Po popołudniowych zajęciach udajemy się kolację, a po niej na dyskotekę. Przebiega ona w dość przyjemnej atmosferze do czasu, gdy pani próbuje robić zdjęcia, wtedy większość zaczęła się ukrywać przed obiektywem jak hobbici przed wzrokiem Saurona. Wracamy do Regle na upragniony odpoczynek, jak na nas przystało, nie idziemy zbyt szybko spać, lecz opowiadamy sobie o wrażeniach z pobytu w ośrodku naszych rówieśników.


Przemowa...
Bez niej się nie obejdzie.
Czwartek, „Mission impossible”

Integrujemy się z wcześniej poznanymi uczniami. Wspólnie mamy wykonać „mission impossible” polegającej na stworzeniu własnego filmu. Misja ta jest naprawdę impossible, ponieważ zawarcie 12 niełączących się ze sobą wątków w jednej produkcji tak, by były ze sobą spójne, jest naprawdę trudne. Zanim się pożegnamy, każdy otrzymuje certyfikat uczestnictwa w programie Euroweek. 

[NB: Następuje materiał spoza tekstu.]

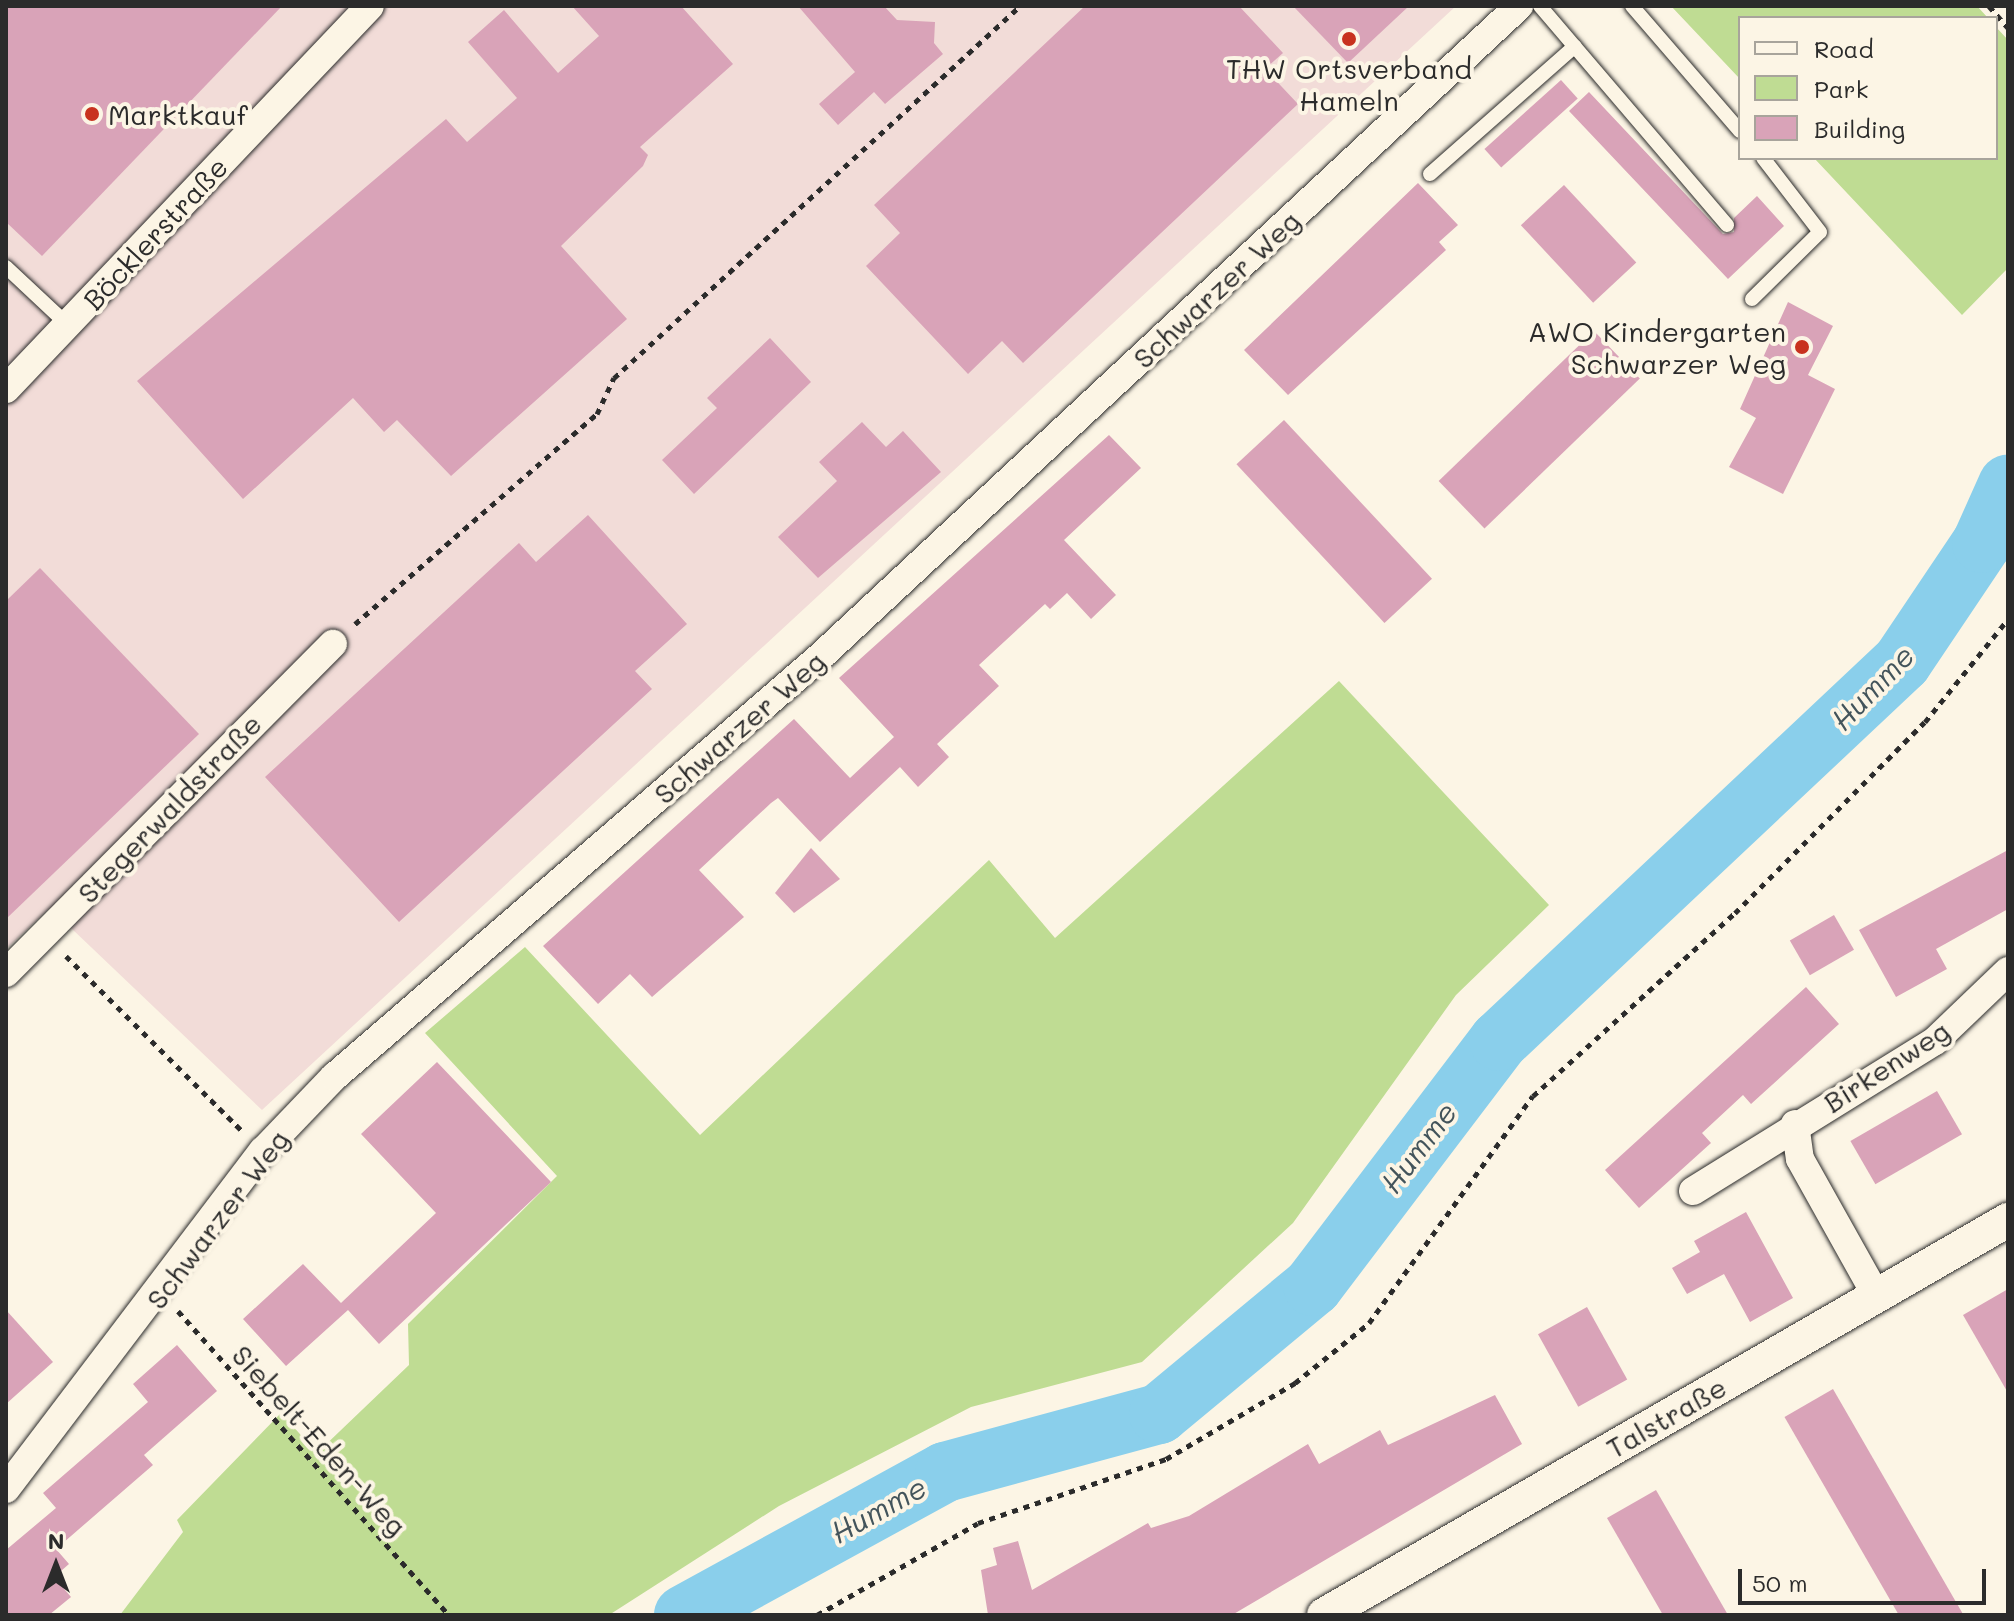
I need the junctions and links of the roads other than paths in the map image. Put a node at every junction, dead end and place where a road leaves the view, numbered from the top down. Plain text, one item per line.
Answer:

Nie powiem: nie płaczcie, bo nie wszystkie łzy są złe.- J.R.R Tolkien


Oto moja drużyna!
Czujemy się „jak wiosna po zimie, jak słońce wśród liści,
jak fanfara trąb, jak śpiew harfy, jak wszystkie pieśni świata…”
J. R. R. Tolkien



Piątek, "Wszystko bowiem, dobre czy złe, kiedyś się kończy"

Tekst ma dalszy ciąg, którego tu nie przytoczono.